Reduced FA values are thought to reflect reduced organization of the WM, reduced axonal density, and/or reduced myelination.39,40 In this study, the significant RERE genotype–diagnosis interaction showed that the FA reductions in MDD compared to those in HS were significantly larger in the T/T individuals than in the C-carrier individuals. However, the results from many GWASs imply that specific genetic variants individually make very small contributions to the etiology of MDD.41 Therefore, further studies with large sample sizes are required to prove whether one single risk variant (genetic variation of RERE) has an effect on the pathophysiology of MDD, such as decreased WM integrity. To increase power substantially, it would be useful to conduct analyses using polygenic risk scores, which provide an estimate of the combined effect of a large number of SNPs associated with a trait, each with a very subtle individual effect.42 In this study, the mechanism underlying how the genetic variation of RERE alters pathophysiological brain conditions has not been elucidated. Therefore, further fundamental studies are also required to determine which physiological systems the RERE genotype may particularly be related to in terms of myelination of the WM fiber tracts, to confirm the preliminary findings. Furthermore, in this study, we evaluated only the 17 SNPs as candidate genes for MDD. Many studies have reported new candidate genes for MDD,4349 in which bioinformatics may provide new channels for examining neuroimaging changes.

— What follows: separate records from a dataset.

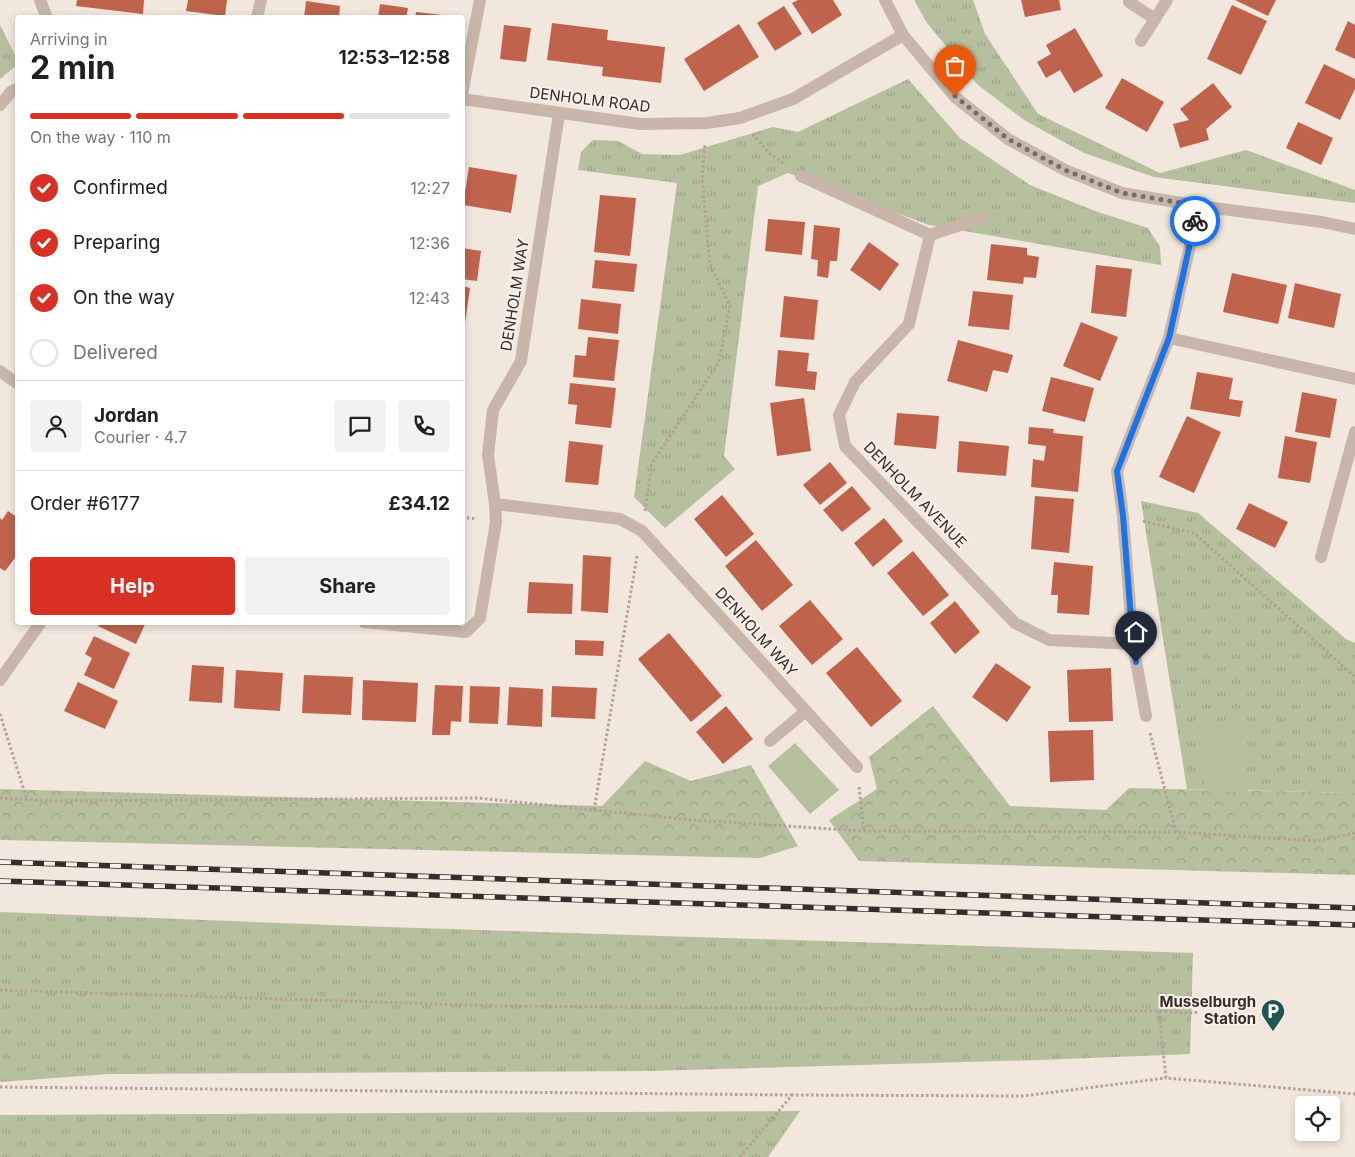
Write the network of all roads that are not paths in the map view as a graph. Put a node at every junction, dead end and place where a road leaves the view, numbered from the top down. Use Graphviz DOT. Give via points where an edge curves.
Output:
graph roads {
  1 [pos="40,0"];
  2 [pos="260,0"];
  3 [pos="480,0"];
  4 [pos="885,0"];
  5 [pos="1167,0"];
  6 [pos="1129,2"];
  7 [pos="46,15"];
  8 [pos="258,15"];
  9 [pos="1155,19"];
  10 [pos="903,35"];
  11 [pos="1141,41"];
  12 [pos="465,78"];
  13 [pos="15,90"];
  14 [pos="465,98"];
  15 [pos="0,105"];
  16 [pos="559,114"];
  17 [pos="801,176"];
  18 [pos="1199,206"];
  19 [pos="981,218"];
  20 [pos="1355,229"];
  21 [pos="930,235"];
  22 [pos="1169,338"];
  23 [pos="0,371"];
  24 [pos="1355,379"];
  25 [pos="15,382"];
  26 [pos="1355,432"];
  27 [pos="495,504"];
  28 [pos="1321,557"];
  29 [pos="39,625"];
  30 [pos="395,625"];
  31 [pos="1133,644"];
  32 [pos="0,680"];
  33 [pos="806,711"];
  34 [pos="1146,716"];
  35 [pos="770,741"];
  36 [pos="857,767"];
  1 -- 7 [label="street"];
  2 -- 8 [label="street"];
  3 -- 12 [label="street"];
  4 -- 10 [label="street"];
  5 -- 9 [label="street"];
  6 -- 9 [label="street"];
  9 -- 11 [label="street"];
  10 -- 16 [label="street, DENHOLM ROAD" via="794,99 740,118 707,123 640,124"];
  10 -- 18 [label="street" via="955,96 1008,139 1065,170 1122,193"];
  13 -- 15 [label="street"];
  14 -- 16 [label="street, DENHOLM ROAD"];
  16 -- 27 [label="street, DENHOLM WAY" via="521,361 493,410 488,455"];
  17 -- 21 [label="street"];
  18 -- 20 [label="street"];
  18 -- 22 [label="street"];
  19 -- 21 [label="street"];
  21 -- 31 [label="street, DENHOLM AVENUE" via="909,324 855,382 839,415 845,446 1015,623 1049,640"];
  22 -- 24 [label="street"];
  22 -- 31 [label="street" via="1117,471"];
  23 -- 25 [label="street"];
  26 -- 28 [label="street"];
  27 -- 30 [label="street, DENHOLM WAY" via="496,522 480,618 466,632"];
  27 -- 33 [label="street, DENHOLM WAY" via="620,519 642,531"];
  29 -- 32 [label="street"];
  31 -- 34 [label="street"];
  33 -- 35 [label="street"];
  33 -- 36 [label="street, DENHOLM WAY"];
}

Our study had limitations. First, this study was limited by a small sample size, which may have prevented us from detecting other potentially relevant genotypes that influence WM integrity, and may have also led to some of the negative results. However, because many patients were administered antidepressants before the MRI, it may be difficult to recruit first-episode and drug-naive patients with MDD. Second, in this study, we evaluated only people of Japanese background. There has been no GWAS regarding the genetic architecture of MDD in the Japanese population. Moreover, ethnic heterogeneity among the Japanese population has not been proved. Therefore, MDD genetic studies focusing on Japanese ethnicity by GWAS are required to generalize our findings to other ethnic groups.

Conclusion

The RERE polymorphism was associated with WM alterations of the ATR, cingulum, CST, IFOF, ILF, SLF, UF, forceps major, and forceps minor in first-episode and drug-naive MDD patients, which may be at least partially related to the manifestation of MDD. Further studies are required to explain how the RERE genotype results in WM alterations. Furthermore, the effects of one gene may not explain the morphological changes seen in MDD patients and we suggest that, in addition to the effects of the RERE gene polymorphism, gene–environment interactions may exist with regard to the individual brain networks. Future studies are also needed to explore the effects of epigenetic contributions, with the goal of clarifying disease mechanisms.

Acknowledgments

This work was supported by JSPS KAKENHI (grant number JP16H06280), Grant-in-Aid for Scientific Research on Innovative Areas – Platforms for Advanced Technologies and Research Resources “Advanced Bioimaging Support”.

Disclosure

The authors report no conflicts of interest in this work.